§ PROBLEM DETAILS
Across the entries that follow, count the lines with the string "junction" and reply with that count alone.

=== RECORDS SHOWN ===

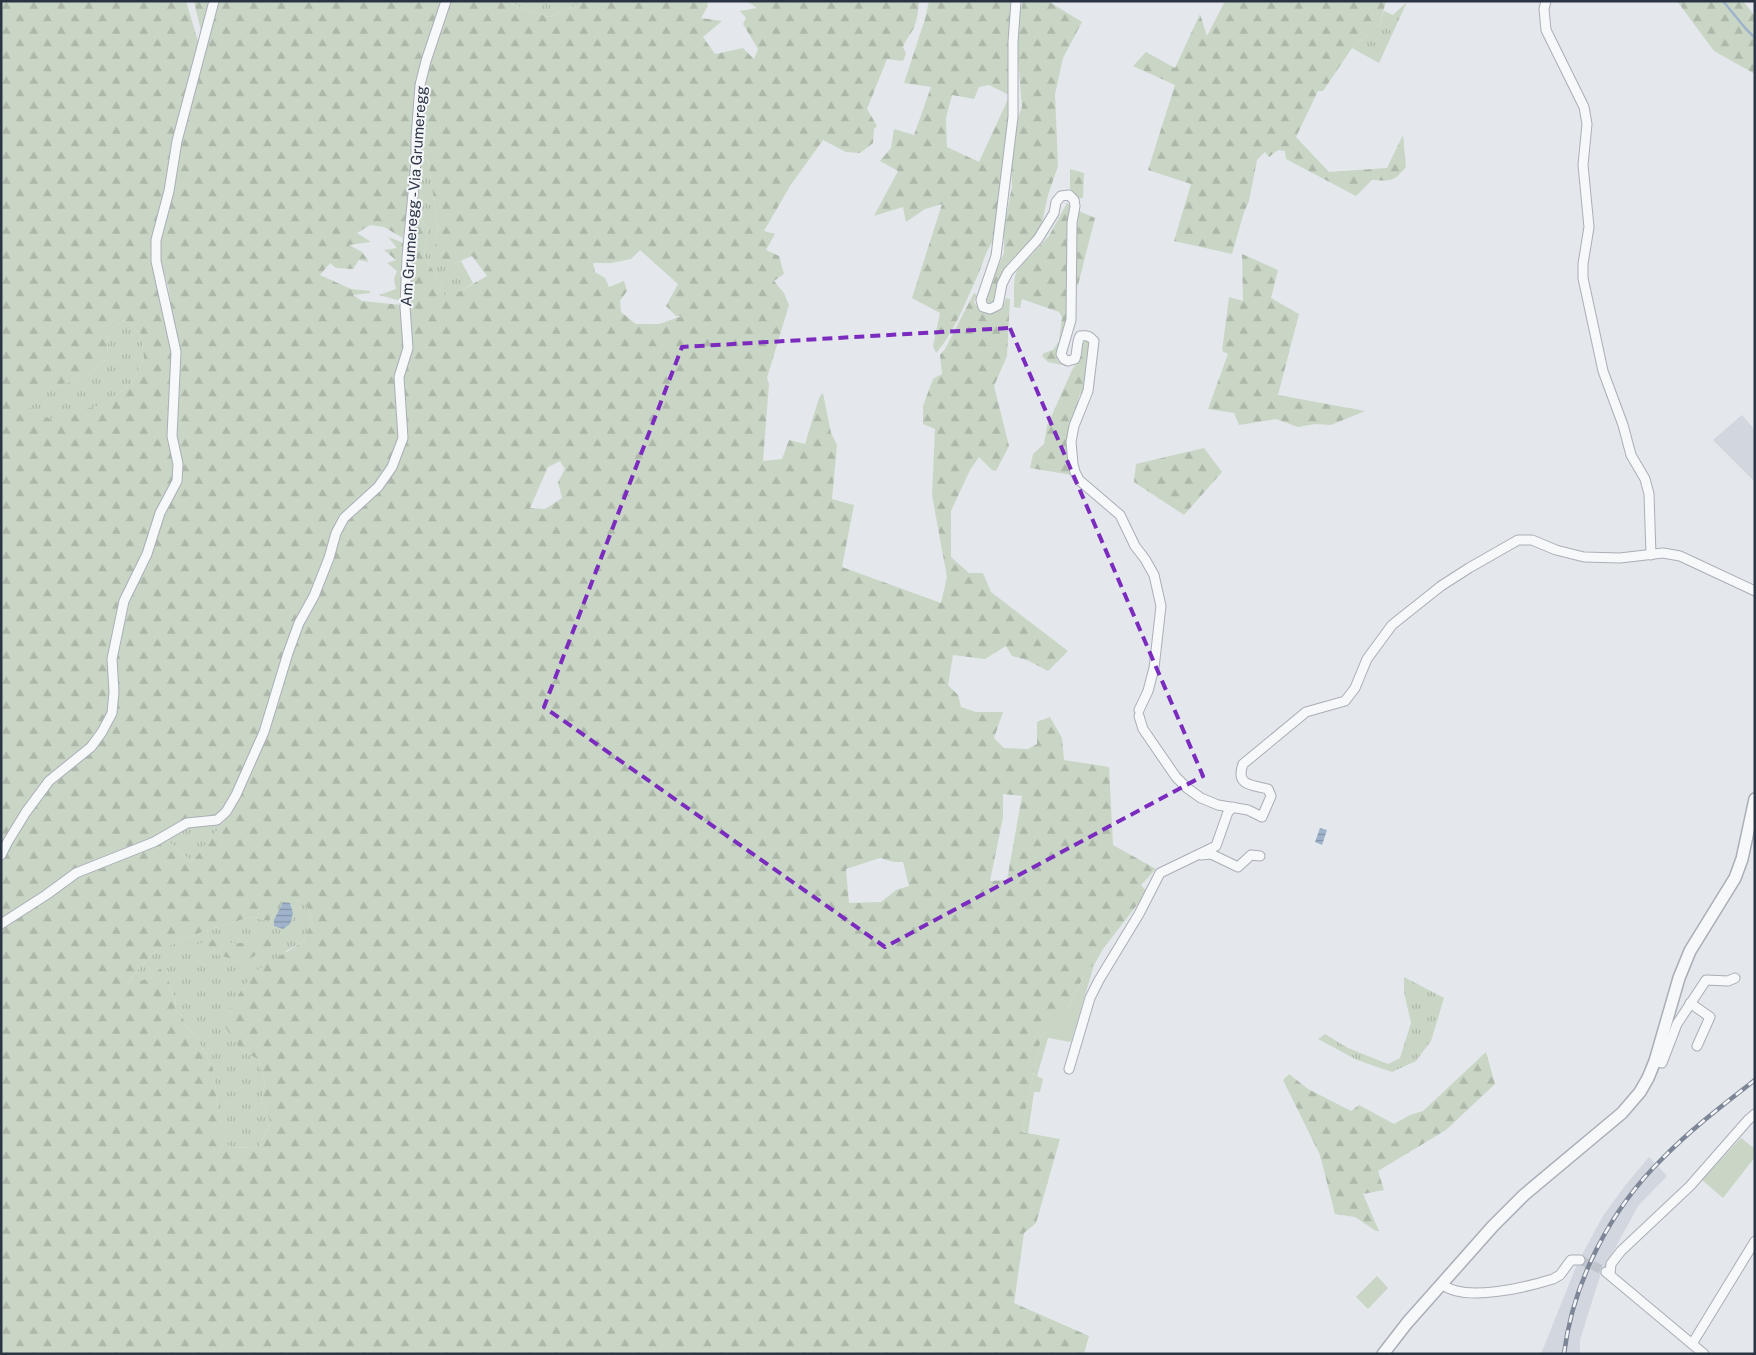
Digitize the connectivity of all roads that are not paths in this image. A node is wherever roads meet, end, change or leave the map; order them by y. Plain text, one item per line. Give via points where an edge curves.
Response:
1 (214, 1) edge
2 (446, 1) edge
3 (1016, 1) edge
4 (1546, 1) edge
5 (1651, 555) junction
6 (1755, 591) edge
7 (1755, 799) edge
8 (1234, 807) junction
9 (1199, 854) junction
10 (1, 855) edge
11 (1260, 856) dead end
12 (1, 924) edge
13 (1735, 978) dead end
14 (1690, 1003) junction
15 (1697, 1046) dead end
16 (1655, 1061) junction
17 (1068, 1069) dead end
18 (1755, 1114) edge
19 (1755, 1241) edge
20 (1580, 1260) dead end
21 (1442, 1284) junction
22 (1692, 1344) junction
23 (1383, 1354) edge
24 (1704, 1354) edge

1 - 10 street via 177,141 169,191 156,240 156,261 176,352 172,436 178,464 177,481 160,512 148,554 124,601 112,659 112,713 91,747 49,781
2 - 12 street, Am Grumeregg - Via Grumeregg via 420,85 407,257 405,307 408,348 399,377 403,438 392,467 378,487 344,518 336,533 317,588 288,653 264,732 236,795 217,820 187,823 154,842 76,873
3 - 8 street via 1013,117 996,256 981,300 983,307 990,310 998,305 1008,272 1038,239 1054,213 1056,202 1069,195 1074,200 1070,320 1061,354 1068,361 1075,359 1080,336 1086,335 1094,341 1088,390 1075,421 1071,442 1075,472 1079,480 1120,515 1154,575 1161,606 1154,668 1139,713 1143,729 1187,788 1209,802
4 - 5 street via 1546,30 1584,106 1587,124 1583,164 1589,227 1583,278 1603,371 1631,455 1645,479 1649,494
5 - 6 street via 1680,556
5 - 8 street via 1584,557 1532,540 1518,540 1468,568 1392,625 1367,659 1355,688 1345,701 1306,712 1243,764 1242,779 1248,785 1268,789 1271,796 1262,817
7 - 16 street via 1735,878 1690,951
8 - 9 street via 1228,812 1216,846
9 - 11 street via 1211,854 1236,867 1251,855
9 - 17 street via 1160,873 1094,989
13 - 14 street via 1728,981 1706,980
14 - 15 street via 1710,1017
14 - 16 street via 1677,1024 1662,1064
16 - 21 street via 1640,1092 1622,1113 1524,1195
18 - 22 street via 1690,1186 1620,1251 1608,1273
19 - 22 street
20 - 21 street via 1571,1260 1553,1279 1488,1293 1460,1291
21 - 23 street
22 - 24 street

===

§ RESPONSE BOX
7